Work required: Check every line in the listing below for "href". Copy the ones where it occurs.

___ The records ___

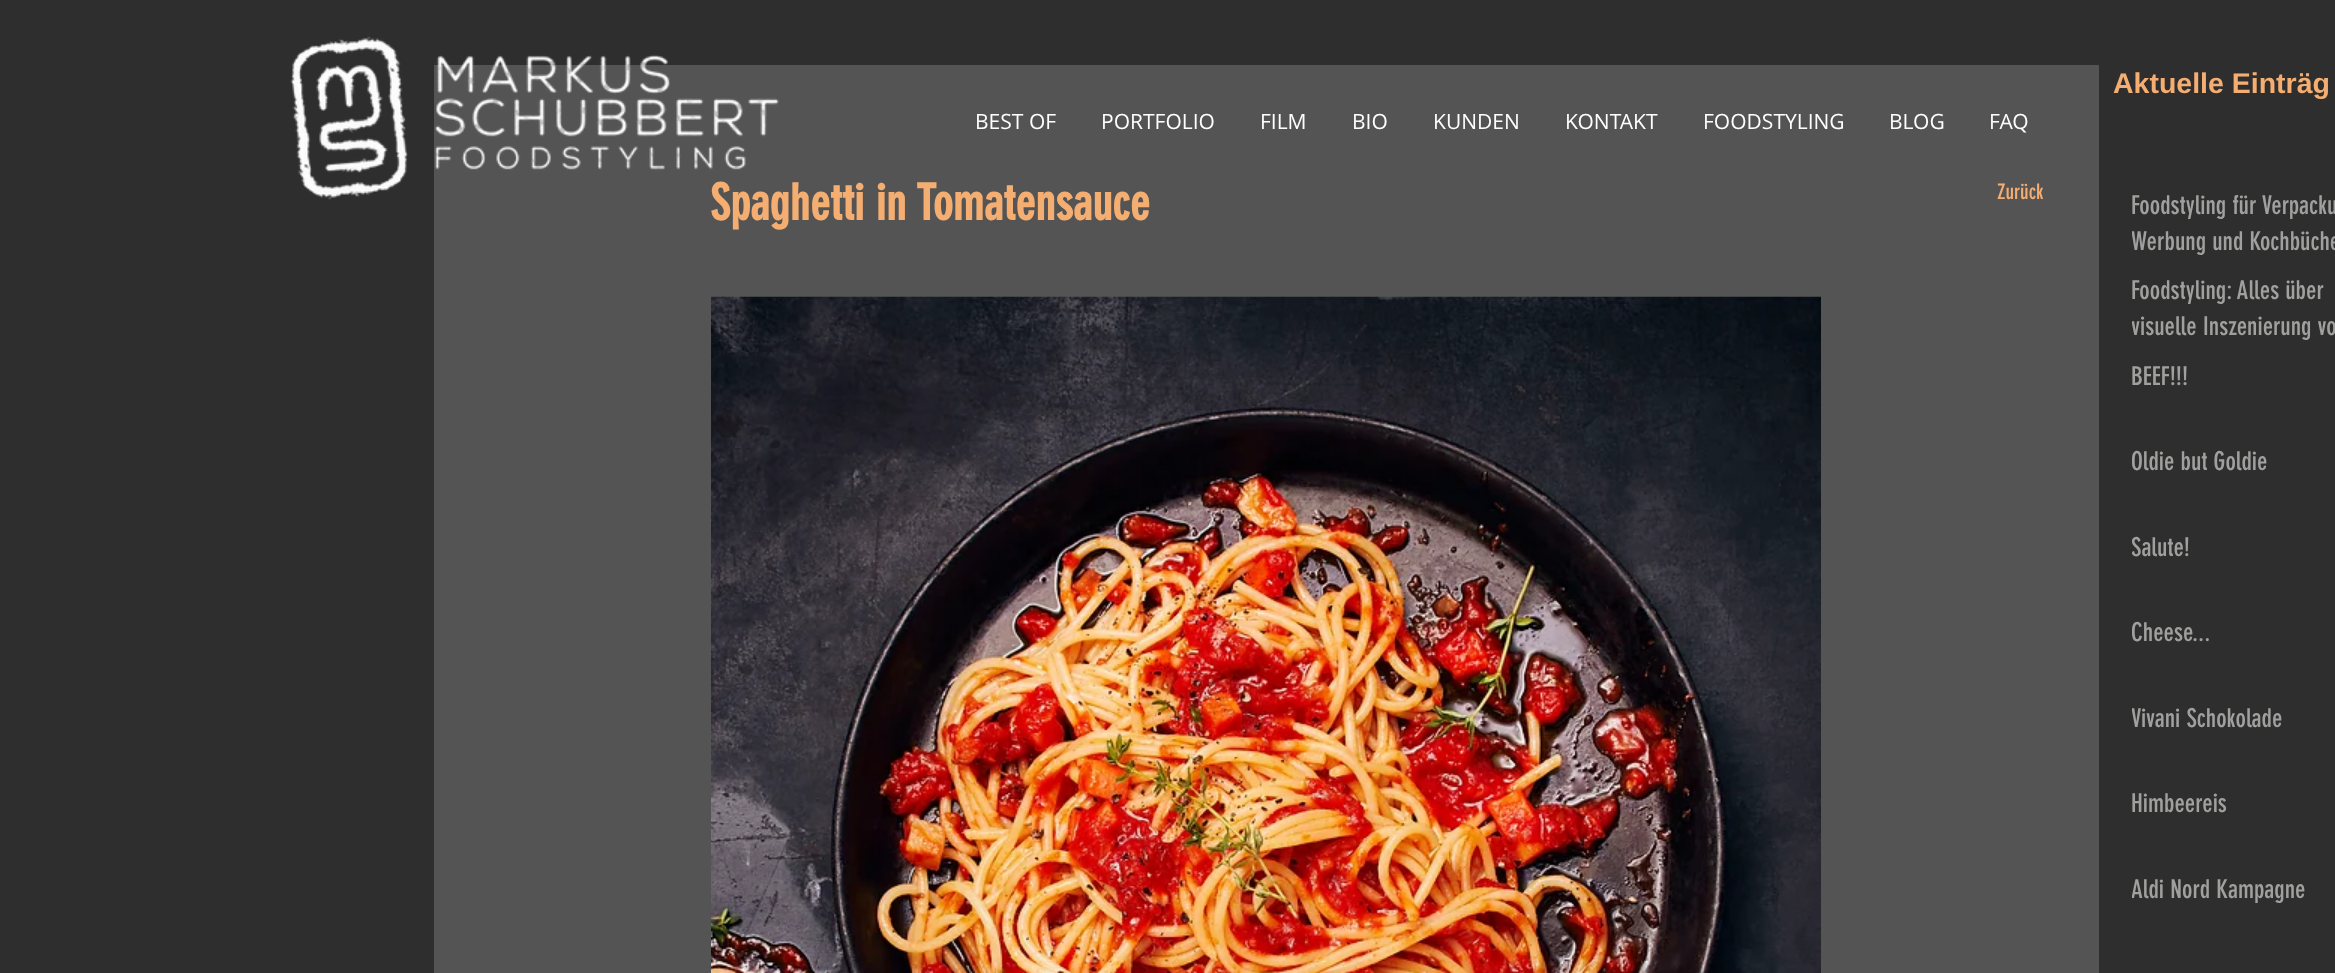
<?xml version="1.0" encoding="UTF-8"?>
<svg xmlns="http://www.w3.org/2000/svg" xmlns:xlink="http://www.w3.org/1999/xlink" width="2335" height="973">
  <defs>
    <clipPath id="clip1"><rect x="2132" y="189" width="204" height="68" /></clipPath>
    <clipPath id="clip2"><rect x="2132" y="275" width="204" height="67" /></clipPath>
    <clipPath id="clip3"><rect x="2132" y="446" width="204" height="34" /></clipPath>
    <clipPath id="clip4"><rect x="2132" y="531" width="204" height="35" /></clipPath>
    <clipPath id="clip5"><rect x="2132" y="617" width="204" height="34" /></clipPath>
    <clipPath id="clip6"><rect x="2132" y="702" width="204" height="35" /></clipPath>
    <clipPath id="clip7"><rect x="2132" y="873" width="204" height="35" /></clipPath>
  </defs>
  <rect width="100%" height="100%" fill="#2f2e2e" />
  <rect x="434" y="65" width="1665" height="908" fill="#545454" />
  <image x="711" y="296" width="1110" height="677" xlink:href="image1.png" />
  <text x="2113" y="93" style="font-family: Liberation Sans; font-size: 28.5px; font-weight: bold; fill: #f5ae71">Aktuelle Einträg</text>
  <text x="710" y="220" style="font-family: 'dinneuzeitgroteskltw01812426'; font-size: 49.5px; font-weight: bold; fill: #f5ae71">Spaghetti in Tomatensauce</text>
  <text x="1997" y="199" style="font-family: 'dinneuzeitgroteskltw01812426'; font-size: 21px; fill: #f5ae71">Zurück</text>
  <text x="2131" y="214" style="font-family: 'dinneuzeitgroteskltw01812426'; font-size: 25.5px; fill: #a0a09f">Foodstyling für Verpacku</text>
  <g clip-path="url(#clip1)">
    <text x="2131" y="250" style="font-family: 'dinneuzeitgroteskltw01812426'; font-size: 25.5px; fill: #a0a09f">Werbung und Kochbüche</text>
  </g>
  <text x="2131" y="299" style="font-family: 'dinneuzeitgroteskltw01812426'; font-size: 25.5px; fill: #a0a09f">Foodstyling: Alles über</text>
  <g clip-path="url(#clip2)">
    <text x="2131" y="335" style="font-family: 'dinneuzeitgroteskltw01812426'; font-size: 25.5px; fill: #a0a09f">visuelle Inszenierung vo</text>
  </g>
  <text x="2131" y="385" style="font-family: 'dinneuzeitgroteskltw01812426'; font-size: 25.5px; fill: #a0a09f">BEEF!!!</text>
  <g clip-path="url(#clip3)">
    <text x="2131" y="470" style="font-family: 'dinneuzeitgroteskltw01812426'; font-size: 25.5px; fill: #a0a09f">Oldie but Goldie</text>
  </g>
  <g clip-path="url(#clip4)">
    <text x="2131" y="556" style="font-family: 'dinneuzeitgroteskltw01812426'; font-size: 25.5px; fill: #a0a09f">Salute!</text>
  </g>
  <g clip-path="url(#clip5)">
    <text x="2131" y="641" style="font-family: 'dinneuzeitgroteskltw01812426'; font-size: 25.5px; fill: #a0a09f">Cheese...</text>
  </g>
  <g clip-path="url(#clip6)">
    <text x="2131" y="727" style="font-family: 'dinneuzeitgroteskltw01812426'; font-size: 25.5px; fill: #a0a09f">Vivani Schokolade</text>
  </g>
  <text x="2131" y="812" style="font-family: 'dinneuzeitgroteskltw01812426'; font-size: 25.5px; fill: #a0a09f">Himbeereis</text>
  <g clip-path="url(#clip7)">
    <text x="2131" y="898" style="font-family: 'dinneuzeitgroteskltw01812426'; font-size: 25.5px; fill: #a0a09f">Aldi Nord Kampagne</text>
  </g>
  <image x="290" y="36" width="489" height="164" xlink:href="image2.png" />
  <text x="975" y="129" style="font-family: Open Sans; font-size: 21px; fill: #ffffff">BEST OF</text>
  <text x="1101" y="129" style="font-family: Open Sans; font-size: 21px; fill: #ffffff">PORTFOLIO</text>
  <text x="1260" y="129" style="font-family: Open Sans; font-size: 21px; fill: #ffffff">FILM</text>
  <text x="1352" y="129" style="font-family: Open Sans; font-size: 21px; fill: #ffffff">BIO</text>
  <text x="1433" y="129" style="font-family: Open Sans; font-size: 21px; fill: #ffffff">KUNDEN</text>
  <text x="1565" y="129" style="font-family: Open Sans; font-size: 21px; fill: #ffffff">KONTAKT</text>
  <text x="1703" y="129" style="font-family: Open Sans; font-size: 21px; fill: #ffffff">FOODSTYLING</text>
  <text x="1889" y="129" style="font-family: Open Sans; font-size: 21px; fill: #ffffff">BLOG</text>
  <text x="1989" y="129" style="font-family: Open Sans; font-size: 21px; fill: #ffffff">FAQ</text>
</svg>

___

Answer box:
  <image x="711" y="296" width="1110" height="677" xlink:href="image1.png" />
  <image x="290" y="36" width="489" height="164" xlink:href="image2.png" />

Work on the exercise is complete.